Adding to the local and federal investigations already ongoing in the United States following the revelations of the false statements he has made about himself, they are seeking his response on charges from 2008.
A spokesperson for Rio de Janeiro’s prosecutor’s office told The New York Times that police had been unable to locate Santos, but with his location now known, thanks to his newly-won fame, the office will request that the Justice Department formally notify him of the charges.
By now the story is familiar: Santos reportedly entered a small clothing store in Niterói, a city outside Rio de Janeiro, shortly before his 20th birthday in 2008 and spent almost $700 using a stolen checkbook and a fake name, according to court records.
He admitted to the shop owner that he committed fraud in August 2009 and wrote on a social media website that he knows he “screwed up” but wants to pay. He and his mother told police the next year that he stole the checkbook from a man that the mother formerly worked for, the Times reported.
A judge approved a charge against Santos in September 2011 and ordered Santos to respond, but he was in the United States by October and he ignored it.
As has been the case with his many lies, Santos previously denied that any criminal charge had been filed against him in Brazil in an interview with the New York Post last week, saying, “I am not a criminal here — not here or in Brazil or any jurisdiction in the world,” he said. “Absolutely not. That didn’t happen.” Unfortunately, the charge proved to be all too real and now extradition to Brazil may be in his future.
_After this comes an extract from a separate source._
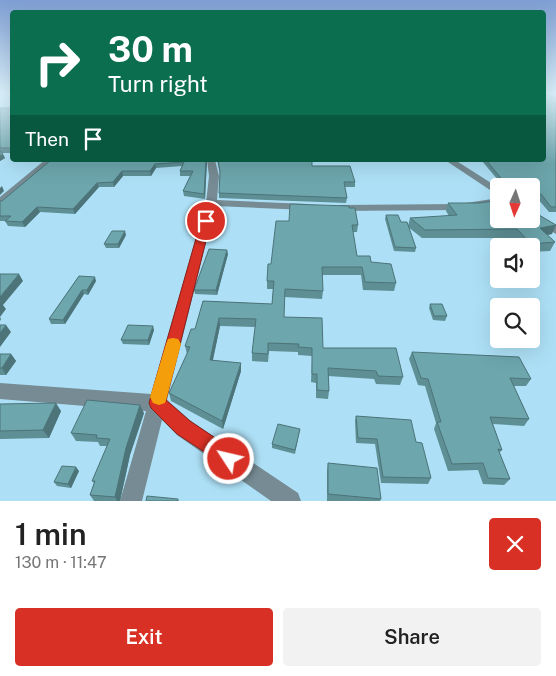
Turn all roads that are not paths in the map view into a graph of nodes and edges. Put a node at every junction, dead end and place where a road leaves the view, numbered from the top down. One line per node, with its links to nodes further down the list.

The Rio de Janeiro prosecutor’s office announced a formal request will be made through the US Justice Department.. If he does not appear in Brazilian court, he could be tried in absentia and face up to five years in prison if found guilty.
However, here in the US, there is no mechanism to stop a congressman-elect from taking office if duly elected, even when unmasked as a complete fraud. A two-thirds vote of the House of Representatives would be needed in order to expel him from office, something which has only happened twice since the Civil War.
Even if he is found guilty of the crime, it does not mean he is automatically expelled. But the Republican Party leadership has been silent on whether Santos should take office. It is widely known that Kevin McCarthy, who is once again attempting to win the place of Speaker of the House, is short of votes. He therefore needs every vote that he can scrounge and George Santos has already pledged his.
McCarthy needs 218 votes to be elected speaker, meaning he can only lose the support of five members of his party. But today he failed to secure the necessary number of votes to secure him the position, the first time in nearly a century that the majority party’s nominee needed a second vote. Lawmakers have followed through on their threats to oppose him as speaker in what is being called the Republican mutiny. McCarthy is belligerent and vows to keep trying.
At present, is not clear exactly how easily Santos could be extradited to Brazil, but it might be just as difficult to achieve that as it is to expel him from Congress. In any case, no newly-elected representatives can be sworn in until a speaker is elected.